D’altra parte Giorgio Napolitano diede la linea con chiarezza già nell’aprile 2013 nel suo durissimo discorso d’insediamento: “Resterò fino a quando la situazione del paese e delle istituzioni me lo suggerirà e comunque le forze me lo consentiranno”, chiarì alle Camere riunite dopo la clamorosa deblacle delle fumate nere che bruciarono prima Marini e poi Prodi.
Si tratterà per certo, sottolinea Ansa, di un’uscita morbida: Napolitano da tempo ragiona sul suo ruolo, sulle sue forze e sulle tante scadenze che attendono il Parlamento nei prossimi mesi.

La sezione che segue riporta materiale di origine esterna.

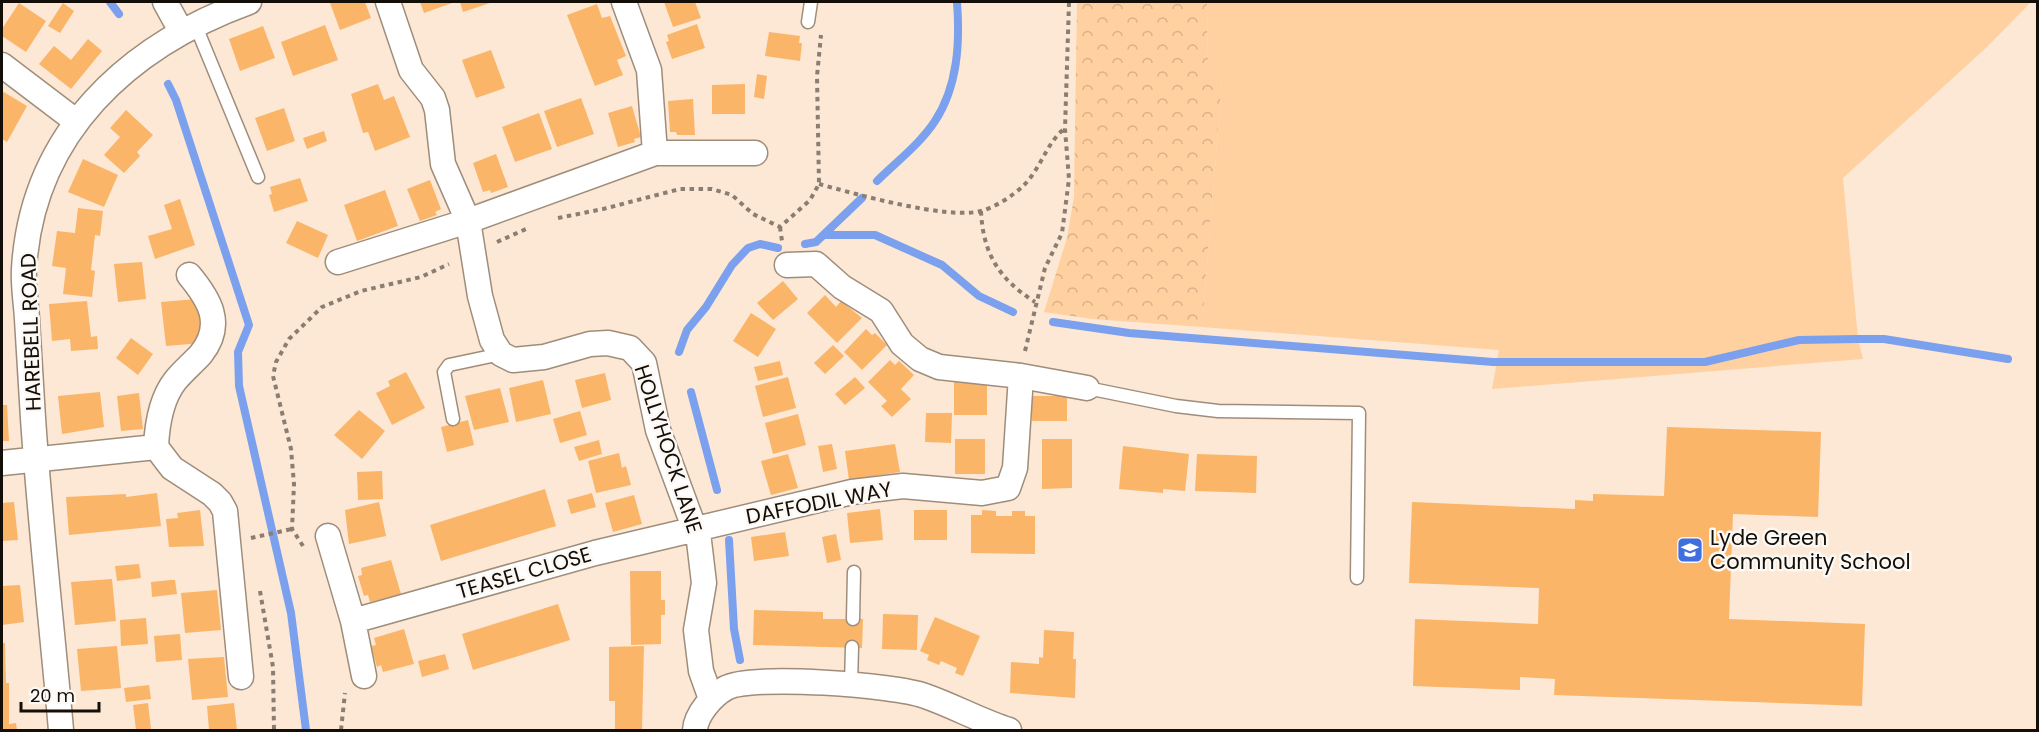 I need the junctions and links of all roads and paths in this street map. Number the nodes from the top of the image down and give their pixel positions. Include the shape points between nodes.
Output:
1 (165, 2) edge
2 (249, 2) edge
3 (388, 2) edge
4 (624, 2) edge
5 (811, 2) edge
6 (1069, 2) edge
7 (808, 22) dead end
8 (188, 27) junction
9 (2, 65) edge
10 (77, 122) junction
11 (1065, 129) junction
12 (655, 153) junction
13 (755, 153) dead end
14 (258, 177) dead end
15 (819, 184) dead end
16 (981, 211) junction
17 (468, 221) junction
18 (473, 252) junction
19 (338, 262) dead end
20 (787, 265) dead end
21 (189, 275) dead end
22 (1035, 302) junction
23 (501, 354) junction
24 (1021, 376) junction
25 (1087, 388) joint
26 (453, 419) dead end
27 (156, 447) junction
28 (36, 461) junction
29 (2, 463) edge
30 (696, 528) junction
31 (292, 529) junction
32 (328, 536) dead end
33 (251, 550) dead end
34 (338, 568) junction
35 (854, 572) dead end
36 (1357, 578) dead end
37 (258, 585) dead end
38 (853, 619) dead end
39 (353, 621) junction
40 (852, 647) dead end
41 (364, 676) dead end
42 (241, 677) dead end
43 (851, 684) junction
44 (711, 699) junction
45 (61, 730) edge
46 (274, 730) edge
47 (695, 730) edge
48 (1009, 730) edge

1 - 8 street
2 - 8 street, HAREBELL ROAD
3 - 17 street via 411,70 433,98 443,164
4 - 12 street via 649,70
5 - 7 lane
6 - 11 path
8 - 10 street, HAREBELL ROAD via 136,60
8 - 14 lane
9 - 10 street
10 - 28 street, HAREBELL ROAD via 55,153 32,210 24,270
11 - 16 path via 1055,137 1026,183
11 - 22 path via 1069,179 1062,233
12 - 13 street
12 - 17 street
15 - 16 path via 931,210
16 - 22 path via 988,255 1015,289
17 - 18 street
17 - 19 street
18 - 23 street via 480,297 492,340
18 - 31 path via 421,277 334,300 289,339 273,376 291,449 295,506
20 - 24 street via 816,264 842,287 881,311 902,344 920,359 939,367
21 - 27 street via 212,308 212,324 203,352 174,382 166,399 158,422
22 - 24 path
23 - 26 lane via 449,364 444,372
23 - 30 street, HOLLYHOCK LANE via 513,360 608,343 630,348 644,363 658,430
24 - 25 street
24 - 30 street, DAFFODIL WAY via 1015,468 1008,488 982,493 903,486
25 - 36 lane via 1218,411 1359,412
27 - 28 street
27 - 42 street via 172,468 212,494 225,511
28 - 29 street
28 - 45 street, HAREBELL ROAD
30 - 39 street, TEASEL CLOSE
30 - 44 street, HOLLYHOCK LANE via 704,583 696,630 701,671
31 - 33 path via 248,539
31 - 34 path via 321,566
32 - 34 street
34 - 39 street
35 - 38 lane
37 - 46 path via 273,667
39 - 41 street
40 - 43 lane
43 - 44 street via 748,682 728,687
43 - 48 street via 896,688 925,696
44 - 47 street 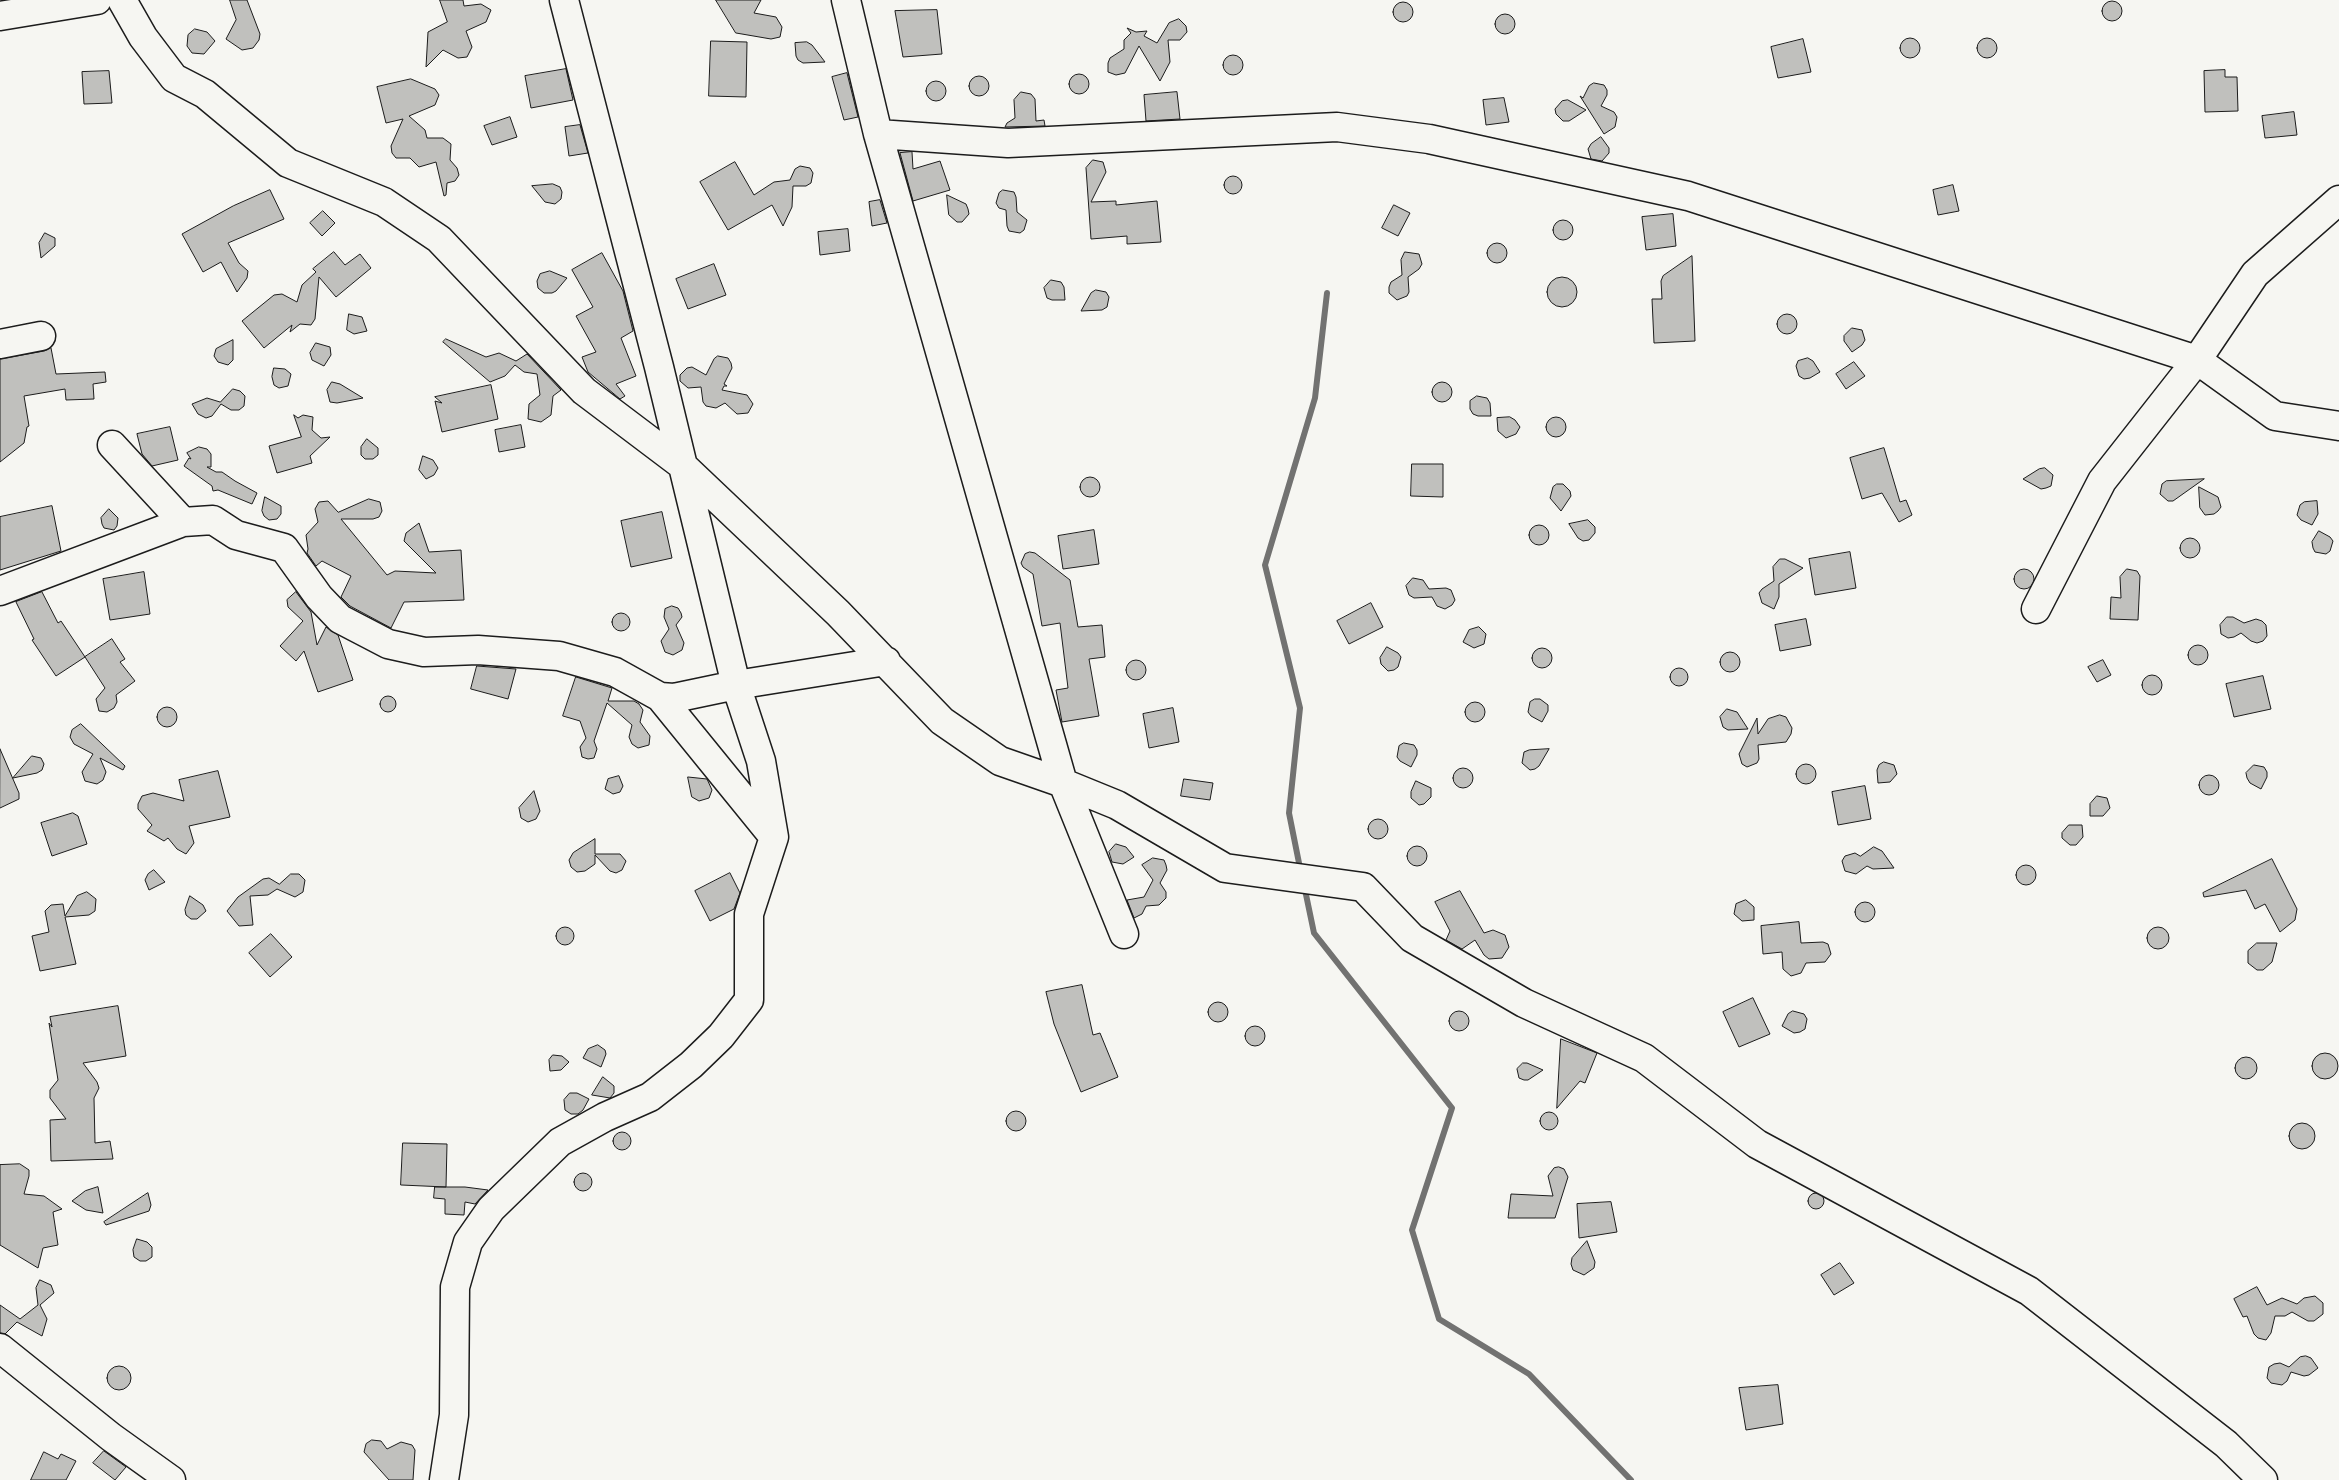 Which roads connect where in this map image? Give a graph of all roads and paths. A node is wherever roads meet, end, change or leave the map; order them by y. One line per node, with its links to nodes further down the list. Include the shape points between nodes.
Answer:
1 (97, 0): 5 (street)
2 (122, 0): 13 (street, via 143,37 174,78 205,94 288,163 384,202 439,240 584,391)
3 (564, 0): 13 (street)
4 (846, 0): 6 (street)
5 (0, 16)
6 (878, 134): 10 (street, via 1008,143 1338,127 1430,139 1688,196); 20 (street)
7 (2339, 200): 10 (street, via 2255,274)
8 (41, 336): 9 (street)
9 (0, 344)
10 (2197, 360): 11 (street, via 2275,416); 16 (street, via 2102,481)
11 (2339, 426)
12 (112, 446): 14 (street)
13 (682, 465): 17 (street); 18 (street)
14 (183, 522): 15 (street); 19 (street, via 213,520 236,535 284,548 319,597 340,619 388,644 424,652 478,650 559,656 615,672)
15 (0, 591)
16 (2036, 609)
17 (886, 662): 18 (street); 20 (street, via 942,721 1000,761)
18 (736, 685): 19 (street, via 674,698); 21 (street, via 761,760)
19 (660, 697): 21 (street)
20 (1063, 783): 22 (street); 26 (street, via 1117,805 1225,868 1363,887 1412,938 1524,1003 1644,1058 1757,1144 2029,1291 2226,1444)
21 (774, 837): 25 (street, via 749,914 749,1000 721,1036 670,1081 650,1096 560,1142 491,1209 468,1242 455,1287 454,1415)
22 (1124, 934)
23 (0, 1348): 24 (street)
24 (171, 1480)
25 (444, 1480)
26 (2263, 1480)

Perché, al di là di considerazioni che sono e rimangono personalissime, le dimissioni di un presidente della Repubblica non sono un accadimento da prendere a cuor leggero, senza un’attenta analisi dei pro e dei contro e senza una minuziosa valutazione del periodo in cui queste dimissioni possano aver il minor impatto possibile sulla laboriosità delle Camere e la tenuta dell’esecutivo.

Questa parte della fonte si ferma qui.